As part of its push into Western Sydney the AFL has been doing its homework on the problems facing the NRL and its Sydney clubs. It has not taken long for the AFL to work out that the extraordinarily generous deal the owners of Sydney’s ANZ Stadium (formerly Olympic Stadium) offer Sydney NRL clubs would put them on the ropes if it was withdrawn.

Currently five NRL clubs host home games at ANZ Stadium and benefit from a $100,000 a game guarantee, regardless of crowd size, that the stadium owner offers. Apart from the Bulldogs, who regard the stadium as their home ground, the Wests Tigers, South Sydney Rabbitohs, St George Dragons and even the Parramatta Eels now play a number of home games at ANZ thanks to the generous hiring arrangement.

The AFL has worked out that if it acquired the debt laden ANZ Stadium – to be the base for its planned Western Sydney team – it would be able to put even greater pressure on struggling NRL clubs by ending the lucrative deal the current owners offer.

It is now an open secret that four or five of the nine Sydney NRL clubs are in a desperate financial situation, thanks to their leagues clubs slashing grants to the football clubs.

It has now been revealed the AFL CEO Andrew Demetriou spent half a day at ANZ Stadium last month meeting management. While the fact that the ground is to be the home for the new Sydney AFL club was already on the agenda, the AFL is not denying the possible purchase of the stadium is back on the agenda. The AFL early in 2007 made an unsuccessful bid to acquire the stadium, but it might find the owners, and the ANZ Bank, more interested this time.
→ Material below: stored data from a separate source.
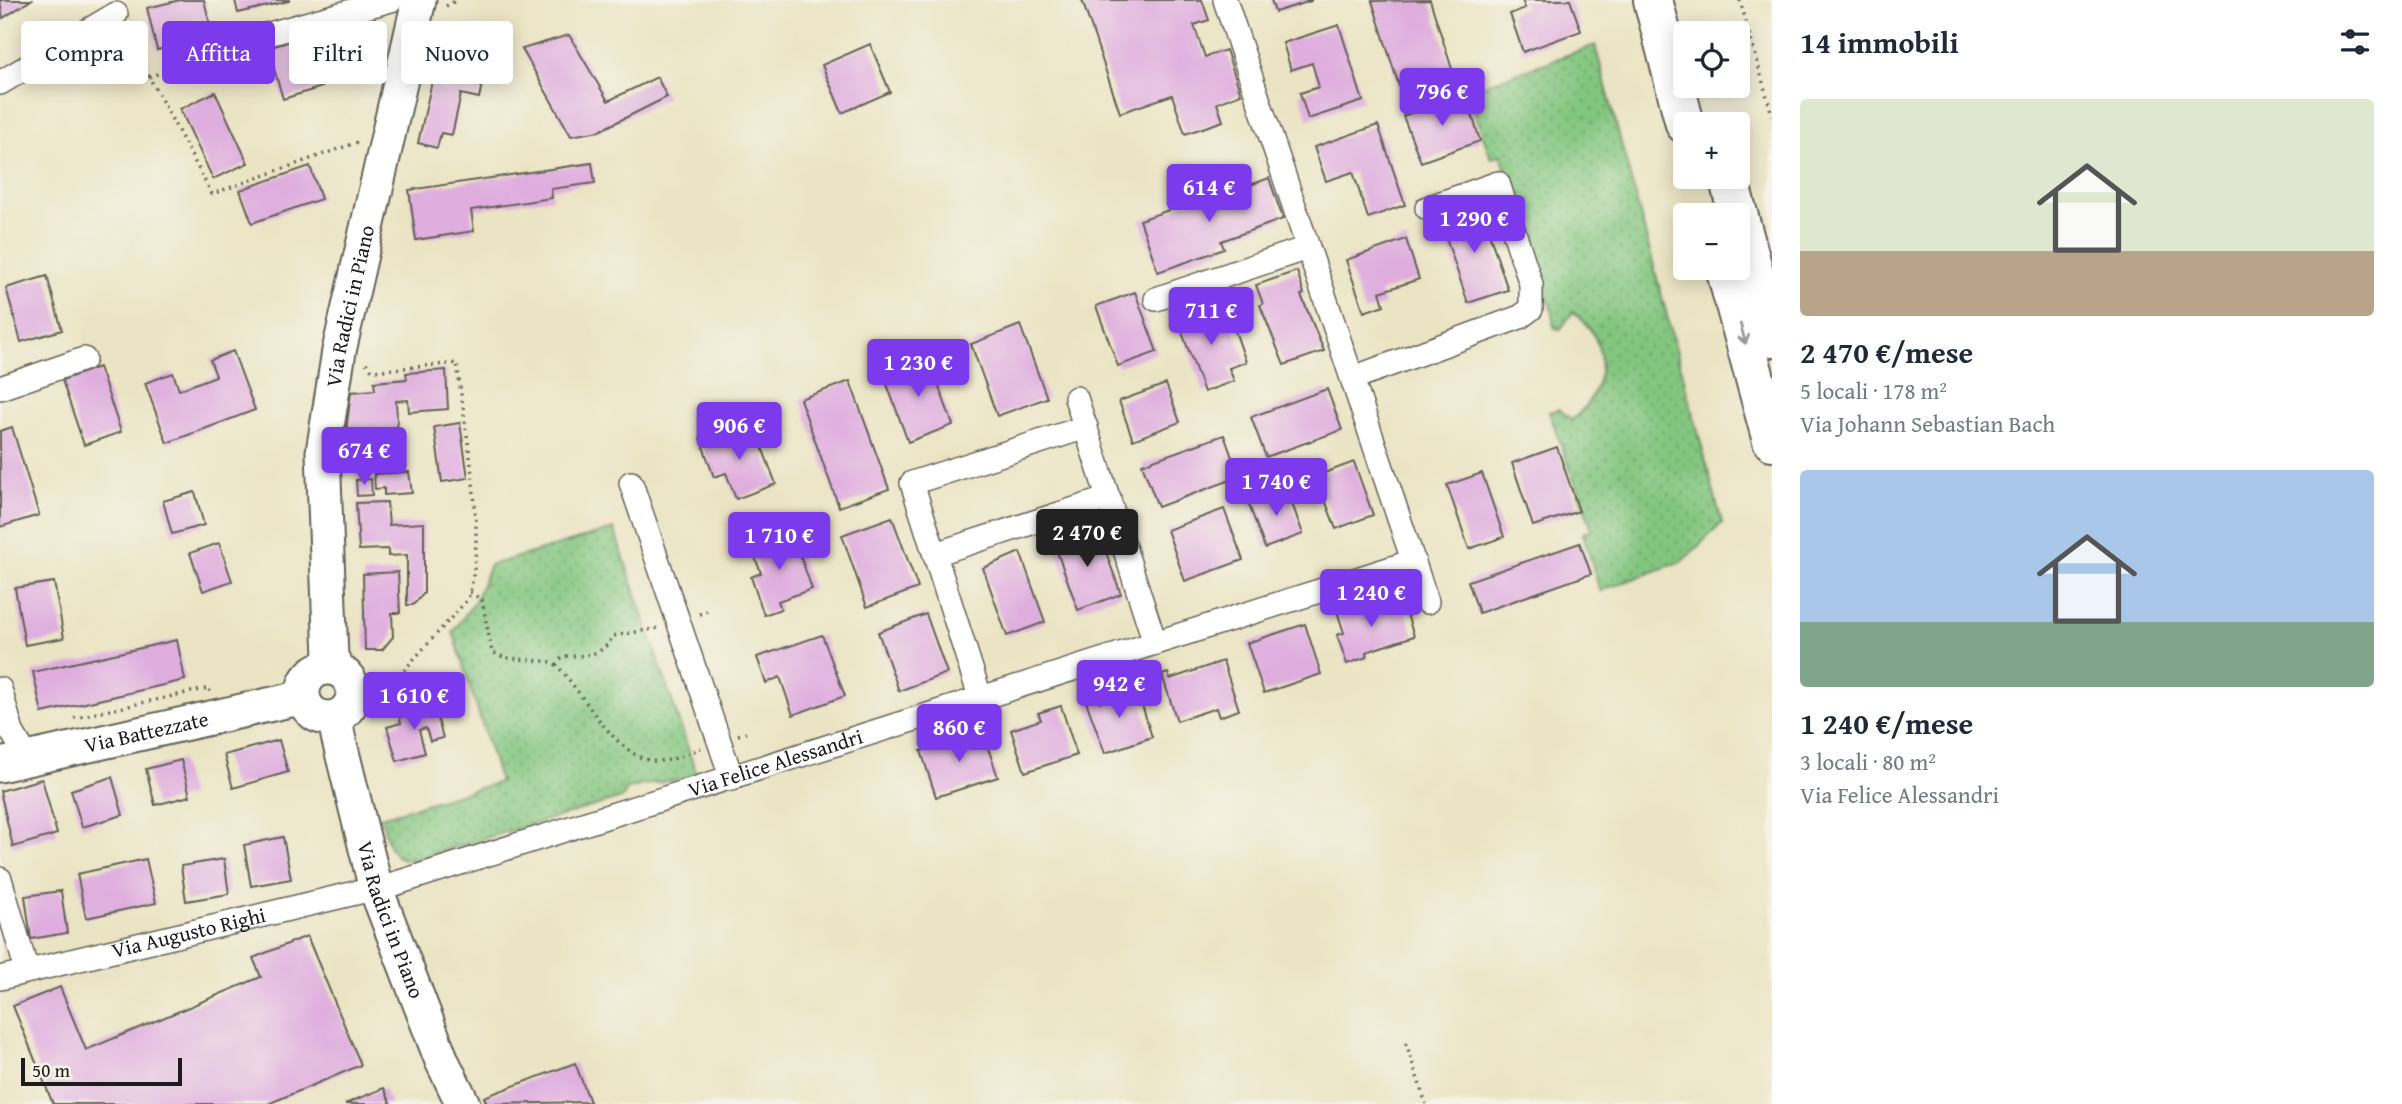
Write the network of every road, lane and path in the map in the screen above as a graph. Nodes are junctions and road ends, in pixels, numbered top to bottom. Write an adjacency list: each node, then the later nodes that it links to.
1 (391, 0): 9 (street)
2 (419, 0): 15 (street, Via Radici in Piano)
3 (1225, 0): 18 (street)
4 (1653, 0): 13 (highway)
5 (1680, 0): 8 (highway)
6 (1740, 0): 14 (path)
7 (116, 14): 11 (path); 12 (street)
8 (1685, 21)
9 (275, 32)
10 (162, 72): 11 (path)
11 (149, 77): 15 (path)
12 (2, 78)
13 (1682, 112)
14 (1772, 115)
15 (389, 131): 37 (street, Via Radici in Piano)
16 (1731, 189): 21 (highway)
17 (1427, 208): 24 (street)
18 (1307, 248): 20 (street); 24 (street)
19 (1728, 280): 28 (highway, one-way to 28)
20 (1156, 299)
21 (1772, 338)
22 (363, 354): 33 (path)
23 (84, 359): 25 (street)
24 (1353, 377): 32 (street)
25 (0, 388)
26 (1076, 398): 27 (street)
27 (1086, 427): 30 (street); 31 (street)
28 (1772, 441)
29 (631, 483): 44 (street)
30 (1108, 498): 31 (street); 36 (street)
31 (935, 554): 40 (street)
32 (1413, 561): 34 (street); 36 (street, Via Felice Alessandri)
33 (470, 592): 38 (path); 41 (path)
34 (1427, 602)
35 (653, 630): 38 (path)
36 (1155, 643): 40 (street, Via Felice Alessandri)
37 (332, 665): 41 (street); 41 (street, Via Radici in Piano)
38 (556, 665): 42 (path)
39 (0, 689): 43 (street)
40 (981, 700): 44 (street, Via Felice Alessandri)
41 (323, 709): 43 (street, Via Battezzate); 46 (street, Via Radici in Piano)
42 (693, 751)
43 (14, 762)
44 (732, 779): 46 (street, Via Felice Alessandri)
45 (0, 879): 47 (street)
46 (376, 889): 47 (street, Via Augusto Righi); 50 (street, Via Radici in Piano)
47 (27, 971): 48 (street, Via Augusto Righi)
48 (0, 978)
49 (1406, 1043): 51 (path)
50 (463, 1104)
51 (1426, 1104)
The latest NRL club to fall into financial difficulty is the South Sydney Rabbitohs (again). In a board room coup yesterday part owner Russell Crowe ousted fellow part owner Peter Holmes a Court as Chairman. The club is wallowing at the bottom of the premiership table, drawing embarrassingly low crowds at ANZ Stadium.

Last week Holmes a Court could not guarantee its survival. Now the Rabbitohs legend who fought their takeover all the way, George Piggins, has offered to buy the club back from Crowe and Holmes a Court and relocate it to Bluetongue Stadium at Gosford, and pick up the $8 million grant the NRL has on offer to any club relocating to a new area, such as the NSW Central Coast.
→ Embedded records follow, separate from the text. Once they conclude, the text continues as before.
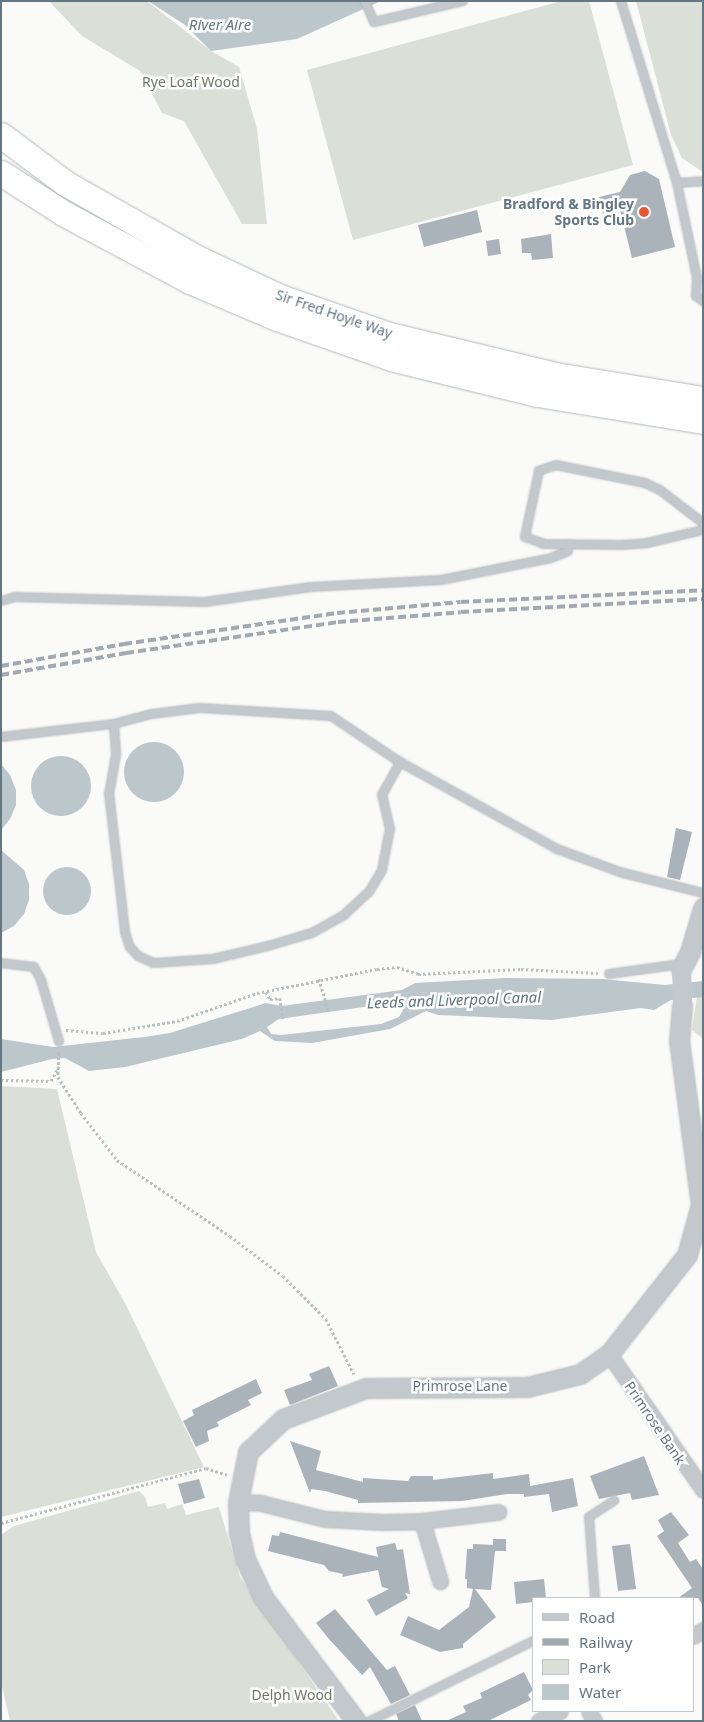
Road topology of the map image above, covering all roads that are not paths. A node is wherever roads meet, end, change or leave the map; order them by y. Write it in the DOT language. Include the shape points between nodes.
graph roads {
  1 [pos="365,1"];
  2 [pos="463,1"];
  3 [pos="621,1"];
  4 [pos="1,135"];
  5 [pos="1,173"];
  6 [pos="703,181"];
  7 [pos="677,183"];
  8 [pos="703,301"];
  9 [pos="703,399"];
  10 [pos="703,421"];
  11 [pos="703,522"];
  12 [pos="703,530"];
  13 [pos="568,544"];
  14 [pos="1,601"];
  15 [pos="114,724"];
  16 [pos="1,736"];
  17 [pos="400,762"];
  18 [pos="703,893"];
  19 [pos="703,908"];
  20 [pos="689,960"];
  21 [pos="1,963"];
  22 [pos="609,974"];
  23 [pos="59,1041"];
  24 [pos="609,1354"];
  25 [pos="703,1490"];
  26 [pos="614,1501"];
  27 [pos="238,1502"];
  28 [pos="498,1512"];
  29 [pos="422,1521"];
  30 [pos="440,1581"];
  31 [pos="595,1597"];
  32 [pos="532,1640"];
  33 [pos="558,1712"];
  34 [pos="356,1721"];
  35 [pos="370,1721"];
  36 [pos="540,1721"];
  1 -- 2 [label="lane" via="374,22"];
  3 -- 7 [label="lane"];
  4 -- 9 [label="highway, Sir Fred Hoyle Way" via="65,183 195,257 280,297 389,335 555,375"];
  5 -- 10 [label="highway, Sir Fred Hoyle Way" via="63,213 190,281 286,321 391,358 538,394"];
  6 -- 7 [label="lane"];
  7 -- 8 [label="lane" via="697,278 696,296"];
  11 -- 13 [label="lane" via="660,490 645,484 556,465 539,471 525,537 544,544"];
  12 -- 13 [label="lane" via="647,543"];
  13 -- 14 [label="lane" via="568,551 551,558 441,580 312,587 205,602 15,597"];
  15 -- 16 [label="lane"];
  15 -- 17 [label="lane" via="152,714 200,708 331,716"];
  15 -- 17 [label="lane" via="116,755 109,793 125,932 130,947 138,956 154,963 213,959 259,948 312,933 344,915 369,892 382,870 390,829 382,795"];
  17 -- 18 [label="lane" via="557,849 623,873"];
  19 -- 20 [label="street, Primrose Lane"];
  20 -- 22 [label="lane"];
  20 -- 24 [label="street, Primrose Lane, bridge" via="679,1041 702,1205 687,1255"];
  21 -- 23 [label="lane" via="34,968 41,980"];
  24 -- 25 [label="street, Primrose Bank"];
  24 -- 27 [label="street, Primrose Lane" via="580,1374 527,1387 366,1388 283,1420 248,1452 240,1479"];
  26 -- 31 [label="lane" via="589,1517"];
  27 -- 29 [label="street" via="262,1503 325,1518"];
  27 -- 34 [label="street, Primrose Lane" via="238,1532 245,1559 263,1597"];
  28 -- 29 [label="street"];
  29 -- 30 [label="street"];
  32 -- 35 [label="lane"];
  33 -- 36 [label="street"];
}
The Sydney media has wasted no time bagging Holmes a Court, and even Crowe, over the way they have run the club: Armani suits, expensive pre season jaunts to the USA and so on.
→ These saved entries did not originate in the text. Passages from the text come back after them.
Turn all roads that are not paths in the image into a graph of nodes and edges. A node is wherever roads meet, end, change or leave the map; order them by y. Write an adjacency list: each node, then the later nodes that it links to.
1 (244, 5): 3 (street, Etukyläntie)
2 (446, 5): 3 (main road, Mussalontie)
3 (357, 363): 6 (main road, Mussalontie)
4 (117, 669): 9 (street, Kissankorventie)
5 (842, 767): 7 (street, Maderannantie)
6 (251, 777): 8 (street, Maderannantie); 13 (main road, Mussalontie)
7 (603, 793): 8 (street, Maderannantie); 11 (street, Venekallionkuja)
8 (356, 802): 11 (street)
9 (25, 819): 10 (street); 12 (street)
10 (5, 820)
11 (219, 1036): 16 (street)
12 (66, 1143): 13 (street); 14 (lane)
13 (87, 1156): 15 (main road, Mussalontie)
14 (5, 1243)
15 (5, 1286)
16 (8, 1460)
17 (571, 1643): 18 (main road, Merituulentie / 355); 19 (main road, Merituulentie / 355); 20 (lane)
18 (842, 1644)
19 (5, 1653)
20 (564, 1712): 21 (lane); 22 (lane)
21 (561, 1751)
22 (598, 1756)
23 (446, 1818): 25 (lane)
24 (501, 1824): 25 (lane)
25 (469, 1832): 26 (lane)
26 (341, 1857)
With the other cash-strapped Sydney clubs, there is no obvious way out for them. Crowds at ANZ Stadium are poor generally poor, and look even worse in a facility that can seat over 80,000. It’s not beyond the realms of possibility that the aforementioned subsidy from the stadium owners is saving a couple of NRL clubs from going under.

No wonder the cashed up AFL is again looking at buying ANZ Stadium. Even if it doesn’t go ahead, the mere fact it is sniffing around is giving more than one NRL club a lot to worry about. And the credibility of the NRL claim that Sydney crowd numbers are up (even by 1% or 2%) is not helped by reports from the likes of Ray Hadley that of the 67,000 crowd at the State of Origin game at ANZ last week, around 20,000 were freebies.

Sounds like the NRL are using the same crowd-counting formulas used by the Melbourne Grand Prix.